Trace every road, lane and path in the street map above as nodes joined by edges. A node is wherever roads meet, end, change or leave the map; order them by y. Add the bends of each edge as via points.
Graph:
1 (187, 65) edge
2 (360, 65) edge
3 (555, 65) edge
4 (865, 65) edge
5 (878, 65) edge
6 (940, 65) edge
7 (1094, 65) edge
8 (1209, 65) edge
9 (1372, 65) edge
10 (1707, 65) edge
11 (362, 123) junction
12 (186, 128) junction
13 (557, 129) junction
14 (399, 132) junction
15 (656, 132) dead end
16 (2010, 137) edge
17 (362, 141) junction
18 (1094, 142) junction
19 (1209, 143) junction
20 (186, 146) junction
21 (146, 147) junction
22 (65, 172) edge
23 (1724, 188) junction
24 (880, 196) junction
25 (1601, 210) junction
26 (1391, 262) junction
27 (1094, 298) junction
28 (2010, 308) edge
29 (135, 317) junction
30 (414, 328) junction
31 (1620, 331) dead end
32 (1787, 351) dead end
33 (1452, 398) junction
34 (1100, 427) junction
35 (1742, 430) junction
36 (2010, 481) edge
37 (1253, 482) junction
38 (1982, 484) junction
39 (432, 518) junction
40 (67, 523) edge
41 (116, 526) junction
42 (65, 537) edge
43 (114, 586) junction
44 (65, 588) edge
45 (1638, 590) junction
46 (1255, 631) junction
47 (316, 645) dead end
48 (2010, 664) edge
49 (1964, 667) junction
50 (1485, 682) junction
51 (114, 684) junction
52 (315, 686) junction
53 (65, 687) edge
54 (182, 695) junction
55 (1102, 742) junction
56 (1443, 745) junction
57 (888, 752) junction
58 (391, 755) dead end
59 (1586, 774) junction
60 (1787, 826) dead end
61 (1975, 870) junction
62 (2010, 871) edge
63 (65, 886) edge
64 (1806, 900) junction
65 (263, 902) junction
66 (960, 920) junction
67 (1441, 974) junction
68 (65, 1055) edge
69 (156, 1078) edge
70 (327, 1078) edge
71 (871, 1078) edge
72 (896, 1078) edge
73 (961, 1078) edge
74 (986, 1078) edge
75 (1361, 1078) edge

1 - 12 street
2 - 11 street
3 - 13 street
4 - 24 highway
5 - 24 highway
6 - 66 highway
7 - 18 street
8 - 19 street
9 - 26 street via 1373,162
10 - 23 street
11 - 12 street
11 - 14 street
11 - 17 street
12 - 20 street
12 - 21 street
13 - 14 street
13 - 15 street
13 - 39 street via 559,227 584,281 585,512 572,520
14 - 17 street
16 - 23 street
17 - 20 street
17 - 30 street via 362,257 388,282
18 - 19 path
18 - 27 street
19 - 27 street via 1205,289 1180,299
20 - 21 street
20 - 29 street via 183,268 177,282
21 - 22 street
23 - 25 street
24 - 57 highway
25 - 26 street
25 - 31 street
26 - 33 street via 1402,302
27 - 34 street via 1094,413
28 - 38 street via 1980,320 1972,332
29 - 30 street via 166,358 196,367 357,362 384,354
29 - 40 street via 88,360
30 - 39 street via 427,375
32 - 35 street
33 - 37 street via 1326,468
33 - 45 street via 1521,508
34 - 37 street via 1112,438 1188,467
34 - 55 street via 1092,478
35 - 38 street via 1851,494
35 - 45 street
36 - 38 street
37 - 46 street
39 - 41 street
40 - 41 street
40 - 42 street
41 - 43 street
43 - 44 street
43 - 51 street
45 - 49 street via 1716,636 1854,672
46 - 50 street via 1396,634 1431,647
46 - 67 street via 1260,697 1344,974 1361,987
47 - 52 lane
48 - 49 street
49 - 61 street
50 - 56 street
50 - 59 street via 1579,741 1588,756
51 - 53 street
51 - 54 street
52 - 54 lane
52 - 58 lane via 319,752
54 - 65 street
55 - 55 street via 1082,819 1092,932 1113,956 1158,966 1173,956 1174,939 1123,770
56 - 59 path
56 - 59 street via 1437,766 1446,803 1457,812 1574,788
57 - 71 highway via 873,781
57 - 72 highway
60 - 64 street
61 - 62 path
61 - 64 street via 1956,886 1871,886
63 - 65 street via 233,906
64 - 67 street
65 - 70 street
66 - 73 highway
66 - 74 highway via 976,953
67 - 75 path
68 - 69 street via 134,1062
§
* What you are asked to do:
Every record above needs to be repeated word for word.

* Response area:
Trace every road, lane and path in the street map above as nodes joined by edges. A node is wherever roads meet, end, change or leave the map; order them by y. Add the bends of each edge as via points.
Graph:
1 (187, 65) edge
2 (360, 65) edge
3 (555, 65) edge
4 (865, 65) edge
5 (878, 65) edge
6 (940, 65) edge
7 (1094, 65) edge
8 (1209, 65) edge
9 (1372, 65) edge
10 (1707, 65) edge
11 (362, 123) junction
12 (186, 128) junction
13 (557, 129) junction
14 (399, 132) junction
15 (656, 132) dead end
16 (2010, 137) edge
17 (362, 141) junction
18 (1094, 142) junction
19 (1209, 143) junction
20 (186, 146) junction
21 (146, 147) junction
22 (65, 172) edge
23 (1724, 188) junction
24 (880, 196) junction
25 (1601, 210) junction
26 (1391, 262) junction
27 (1094, 298) junction
28 (2010, 308) edge
29 (135, 317) junction
30 (414, 328) junction
31 (1620, 331) dead end
32 (1787, 351) dead end
33 (1452, 398) junction
34 (1100, 427) junction
35 (1742, 430) junction
36 (2010, 481) edge
37 (1253, 482) junction
38 (1982, 484) junction
39 (432, 518) junction
40 (67, 523) edge
41 (116, 526) junction
42 (65, 537) edge
43 (114, 586) junction
44 (65, 588) edge
45 (1638, 590) junction
46 (1255, 631) junction
47 (316, 645) dead end
48 (2010, 664) edge
49 (1964, 667) junction
50 (1485, 682) junction
51 (114, 684) junction
52 (315, 686) junction
53 (65, 687) edge
54 (182, 695) junction
55 (1102, 742) junction
56 (1443, 745) junction
57 (888, 752) junction
58 (391, 755) dead end
59 (1586, 774) junction
60 (1787, 826) dead end
61 (1975, 870) junction
62 (2010, 871) edge
63 (65, 886) edge
64 (1806, 900) junction
65 (263, 902) junction
66 (960, 920) junction
67 (1441, 974) junction
68 (65, 1055) edge
69 (156, 1078) edge
70 (327, 1078) edge
71 (871, 1078) edge
72 (896, 1078) edge
73 (961, 1078) edge
74 (986, 1078) edge
75 (1361, 1078) edge

1 - 12 street
2 - 11 street
3 - 13 street
4 - 24 highway
5 - 24 highway
6 - 66 highway
7 - 18 street
8 - 19 street
9 - 26 street via 1373,162
10 - 23 street
11 - 12 street
11 - 14 street
11 - 17 street
12 - 20 street
12 - 21 street
13 - 14 street
13 - 15 street
13 - 39 street via 559,227 584,281 585,512 572,520
14 - 17 street
16 - 23 street
17 - 20 street
17 - 30 street via 362,257 388,282
18 - 19 path
18 - 27 street
19 - 27 street via 1205,289 1180,299
20 - 21 street
20 - 29 street via 183,268 177,282
21 - 22 street
23 - 25 street
24 - 57 highway
25 - 26 street
25 - 31 street
26 - 33 street via 1402,302
27 - 34 street via 1094,413
28 - 38 street via 1980,320 1972,332
29 - 30 street via 166,358 196,367 357,362 384,354
29 - 40 street via 88,360
30 - 39 street via 427,375
32 - 35 street
33 - 37 street via 1326,468
33 - 45 street via 1521,508
34 - 37 street via 1112,438 1188,467
34 - 55 street via 1092,478
35 - 38 street via 1851,494
35 - 45 street
36 - 38 street
37 - 46 street
39 - 41 street
40 - 41 street
40 - 42 street
41 - 43 street
43 - 44 street
43 - 51 street
45 - 49 street via 1716,636 1854,672
46 - 50 street via 1396,634 1431,647
46 - 67 street via 1260,697 1344,974 1361,987
47 - 52 lane
48 - 49 street
49 - 61 street
50 - 56 street
50 - 59 street via 1579,741 1588,756
51 - 53 street
51 - 54 street
52 - 54 lane
52 - 58 lane via 319,752
54 - 65 street
55 - 55 street via 1082,819 1092,932 1113,956 1158,966 1173,956 1174,939 1123,770
56 - 59 path
56 - 59 street via 1437,766 1446,803 1457,812 1574,788
57 - 71 highway via 873,781
57 - 72 highway
60 - 64 street
61 - 62 path
61 - 64 street via 1956,886 1871,886
63 - 65 street via 233,906
64 - 67 street
65 - 70 street
66 - 73 highway
66 - 74 highway via 976,953
67 - 75 path
68 - 69 street via 134,1062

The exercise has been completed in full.